Keeping your motorcycle chain clean and properly greased is tantamount to other routine maintenance; people often overlook it, however. A dirty, dry chain increases the risk of it snapping while speeding and can cause serious injury. A clean and well-greased chain, on the other hand, greatly reduces that risk and makes the chain last longer. Having to replace a chain isn’t necessarily cheap, either; chain replacements require new sprockets, too. Over time, chains file down the sprocket’s teeth. A new chain won’t match the profile of the old sprockets, so if you change the chain you’re going to have to change the sprockets, too.
The upshot of this, however, is that cleaning and greasing your chain is one of the easiest forms of maintenance and requires minimal equipment.
Tools and Equipment
- Rear wheel stand or follow my DIY motorcycle lift tutorial
- WD-40 – there’s been a lot of debate about whether to WD-40 will destroy your chain; I’ve never had a problem and for those interested check out this video
- Chain wax
- Grunge Brush or Wire Brush
- Old rags
Cleaning and Greasing
There’s no steadfast rule for how often you need to clean and grease your chain; riding environment, time of year, and other factors will affect how often your chain should be cleaned and greased. As a general rule of thumb, however, inspect your chain around every three to four hundred miles. You might be able to get away with simply greasing your chain instead of a full cleaning; but, I recommend that you at least give your chain a full cleaning every time you wash your bike.
Step 1: Warm the chain
Take your bike for a 5-10 minute ride prior to cleaning; cold chains are harder to clean because the grease is solidified and makes cleaning difficult. Alternatively, you can let the bike run in first gear after jacking it up. The rear tire should be off the floor and able to spin freely. Only use the latter method if you’re in a well-ventilated garage or outside, as the exhaust can be harmful.

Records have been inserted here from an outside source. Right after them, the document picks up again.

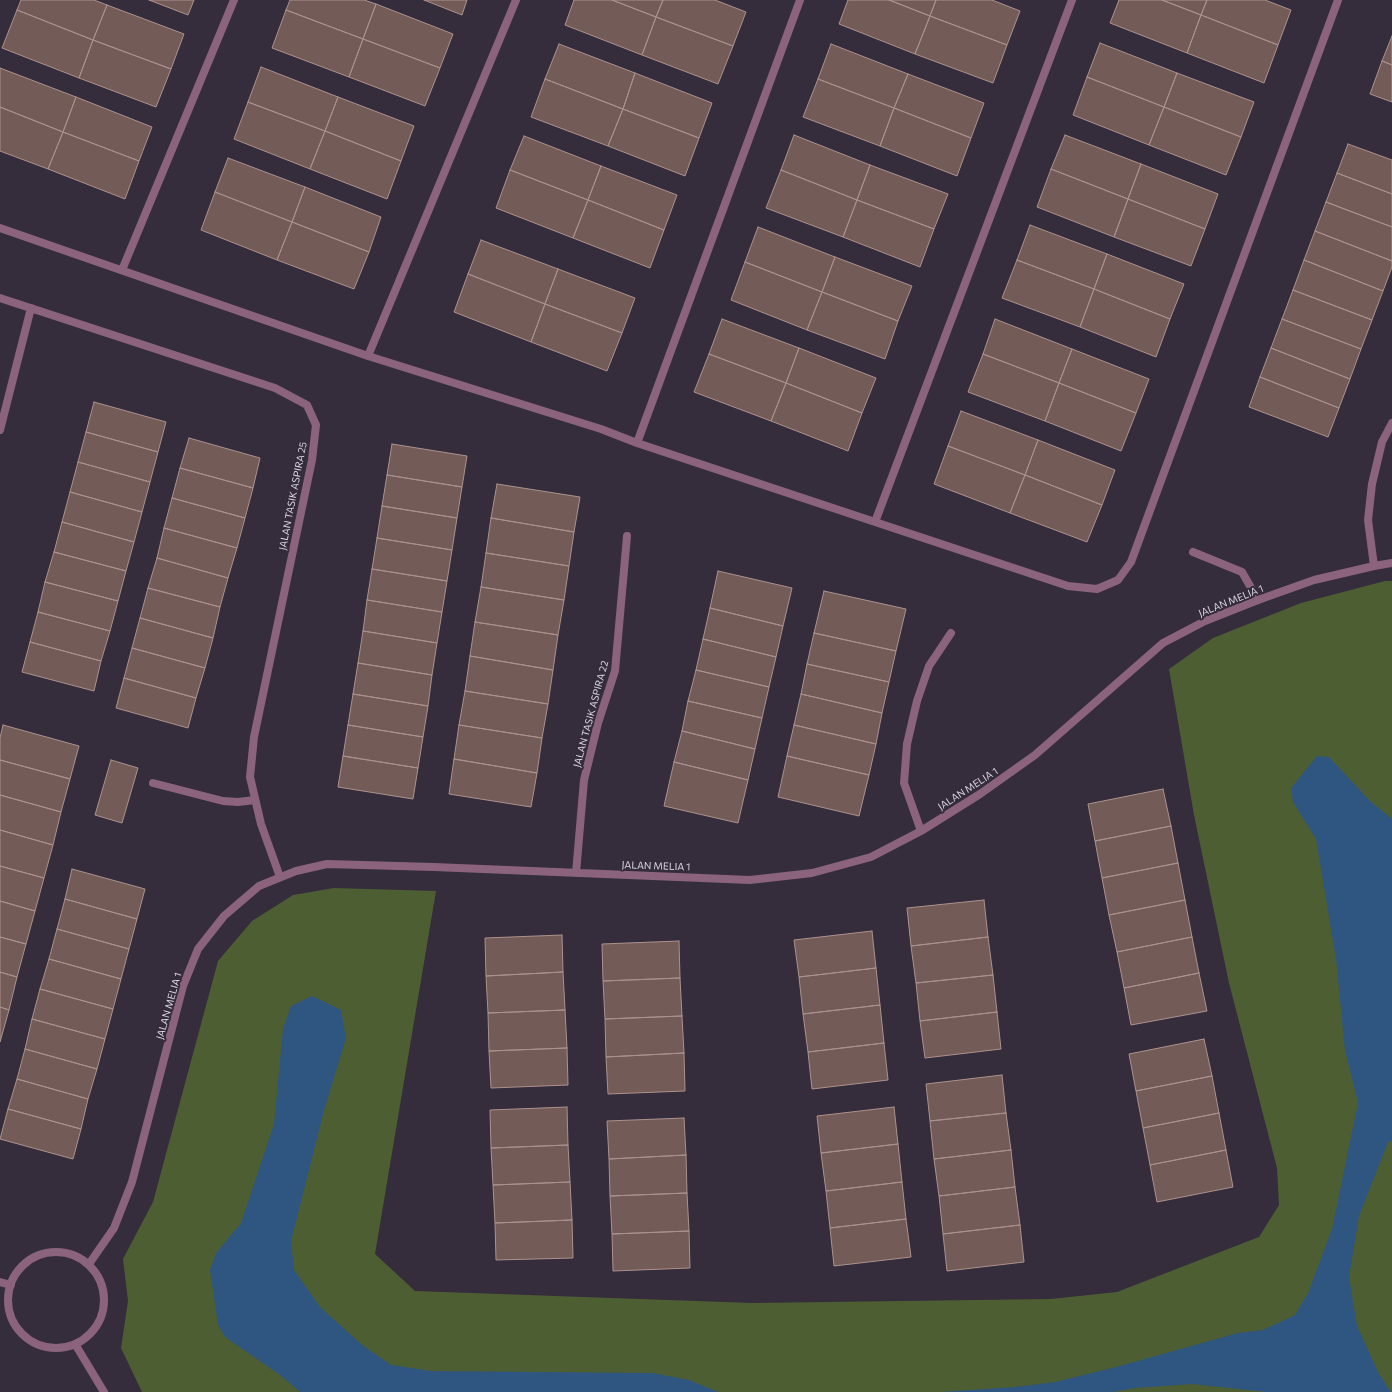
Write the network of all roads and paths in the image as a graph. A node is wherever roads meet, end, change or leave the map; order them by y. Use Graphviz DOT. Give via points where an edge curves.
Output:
graph roads {
  1 [pos="234,0"];
  2 [pos="516,0"];
  3 [pos="800,0"];
  4 [pos="1072,0"];
  5 [pos="1338,0"];
  6 [pos="0,228"];
  7 [pos="122,270"];
  8 [pos="0,298"];
  9 [pos="31,308"];
  10 [pos="368,356"];
  11 [pos="1392,423"];
  12 [pos="0,430"];
  13 [pos="637,443"];
  14 [pos="875,522"];
  15 [pos="627,536"];
  16 [pos="1194,552"];
  17 [pos="1392,563"];
  18 [pos="1374,566"];
  19 [pos="1258,600"];
  20 [pos="951,633"];
  21 [pos="153,783"];
  22 [pos="255,800"];
  23 [pos="921,831"];
  24 [pos="576,873"];
  25 [pos="280,877"];
  26 [pos="89,1264"];
  27 [pos="0,1282"];
  28 [pos="10,1286"];
  29 [pos="75,1344"];
  30 [pos="104,1392"];
  1 -- 7 [label="street"];
  2 -- 10 [label="street"];
  3 -- 13 [label="street"];
  4 -- 14 [label="street"];
  5 -- 14 [label="street" via="1130,562 1118,580 1097,589 1068,586"];
  6 -- 7 [label="street"];
  7 -- 10 [label="street"];
  8 -- 9 [label="street, JALAN TASIK ASPIRA 25"];
  9 -- 12 [label="street"];
  9 -- 22 [label="street, JALAN TASIK ASPIRA 25" via="276,388 308,405 316,425 312,460 254,737 250,777"];
  10 -- 13 [label="street" via="601,429"];
  11 -- 18 [label="street" via="1382,442 1372,484 1368,520"];
  13 -- 14 [label="street"];
  15 -- 24 [label="street, JALAN TASIK ASPIRA 22" via="615,671 584,780"];
  16 -- 19 [label="street" via="1242,572"];
  17 -- 18 [label="street, JALAN MELIA 1"];
  18 -- 19 [label="street, JALAN MELIA 1" via="1314,580"];
  19 -- 23 [label="street, JALAN MELIA 1" via="1204,621 1164,643 1035,755"];
  20 -- 23 [label="street" via="929,666 917,701 907,744 904,783"];
  21 -- 22 [label="street" via="223,801"];
  22 -- 25 [label="street, JALAN TASIK ASPIRA 25"];
  23 -- 24 [label="street, JALAN MELIA 1" via="871,856 812,872 750,880"];
  24 -- 25 [label="street, JALAN MELIA 1" via="327,864"];
  25 -- 26 [label="street, JALAN MELIA 1" via="259,886 224,916 198,949 183,986 132,1182 114,1228"];
  26 -- 28 [label="street" via="60,1251 44,1253 29,1259 18,1271"];
  26 -- 29 [label="street" via="99,1277 103,1292 103,1308 98,1323 89,1335"];
  27 -- 28 [label="street"];
  28 -- 29 [label="street" via="8,1301 11,1316 19,1330 31,1340 45,1346 60,1348"];
  29 -- 30 [label="street"];
}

Step 2: Lift the rear wheel
Set the bike on its stands so that the rear wheel spins freely.
Step 3: Coat with WD-40
With the rear tire off the ground, put the bike in first gear and start the engine. Focusing on the back sprocket, thoroughly coat the entire chain with WD-40. Take precautions to ensure you don’t spray the brake calipers or disc on the other side of the wheel. Kill the engine and let the WD-40 or chain cleaner to sit for a few minutes.
Step 4: Scrub
I personally just use a wire brush but many people swear by the Grunge Brush; regardless of which you use, the principle is the same: turn the bike back on and begin cleaning the chain. Don’t worry about actually scrubbing, that part comes next; instead, hold the brush at various angles and allow the moving chain to scrub itself. This is the most dangerous part of chain maintenance; if you’re not careful, the sprocket and chain can pull your fingers or hand into its path.Please pay attention, you don’t want to lose a finger.
Step 5: Wipe
Kill the engine and put the bike in neutral. Use the old rags to wipe off the chain and sprockets while inspecting for any damage to the chain.
Step 6: Repeat if Necessary
If your chain is still dirty you may need to repeat this process. The second time through, however, do not turn the bike on to scrub the chain; instead, spin the wheel manually and focus on the remaining grit.
Place a piece of cardboard in between the wheel and chain; this prevents wax from making its way onto the brakes and ruining them. With the engine running and rear wheel spinning, spray the inside of the chain. Spraying the outside and top of the chain will cause a lot of spray and just make a mess. Only spraying the inside prevents this and allows the wax to work its way through the chain during step 8.
Step 8: Wait
Let the wax work its way through the chain and into all the nooks and crannies. After about 20-30 minutes you should be able to ride. It is a good idea to check your chain’s tension while you wait, however.